Most bugs are in your error handling code

While reading What tools made you better programmer I came across a link to Error Handling in a Correctness-Critical Rust Project which included these two tidbits:

almost all (92%) of the catastrophic system failures are the result of incorrect handling of non-fatal errors explicitly signaled in software.

in 58% of the catastrophic failures, the underlying faults could easily have been detected through simple testing of error handling code.

Error handling in bash

I’ve been learning about approaches to error handling in bash. I found Error handling in BASH, Exit Shell Script Based on Process Exit Code, Writing Robust Bash Shell Scripts and Bash: Error handling all of which contained a nugget of useful information.

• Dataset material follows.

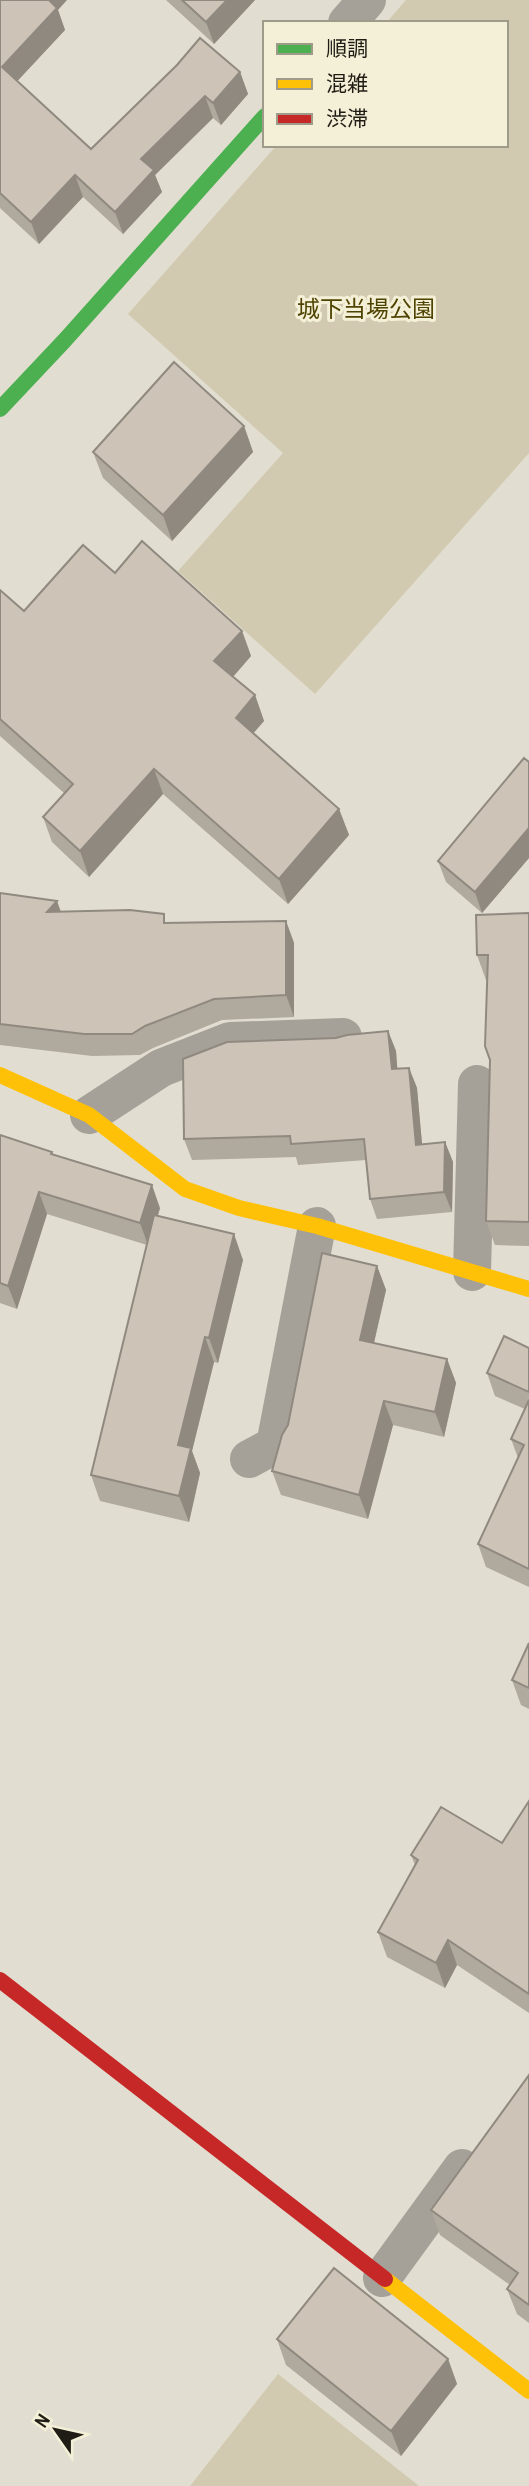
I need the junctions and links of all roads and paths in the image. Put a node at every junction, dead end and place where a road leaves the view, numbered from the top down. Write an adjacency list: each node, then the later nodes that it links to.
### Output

Particularly I learned about $LINENO, set -e (equiv: set -o errexit), set -o pipefail, set -E, set -u (equiv: set -o nounset), set -C (equiv: set -o noclobber), #!/bin/bash -eEu, trap, shopt -s expand_aliases, alias, $PIPESTATUS, subshells, unset, and more.

If you call exit without specifying a return code then $? is used, I didn’t know that.

I found this code snippet that demos a relatively race-condition free method of acquiring a lock file:

if ( set -o noclobber; echo "$$" > "$lockfile") 2> /dev/null; 
then
   trap 'rm -f "$lockfile"; exit $?' INT TERM EXIT

   critical-section
   
   rm -f "$lockfile"
   trap - INT TERM EXIT
else
   echo "Failed to acquire lockfile: $lockfile." 
   echo "Held by $(cat $lockfile)"
fi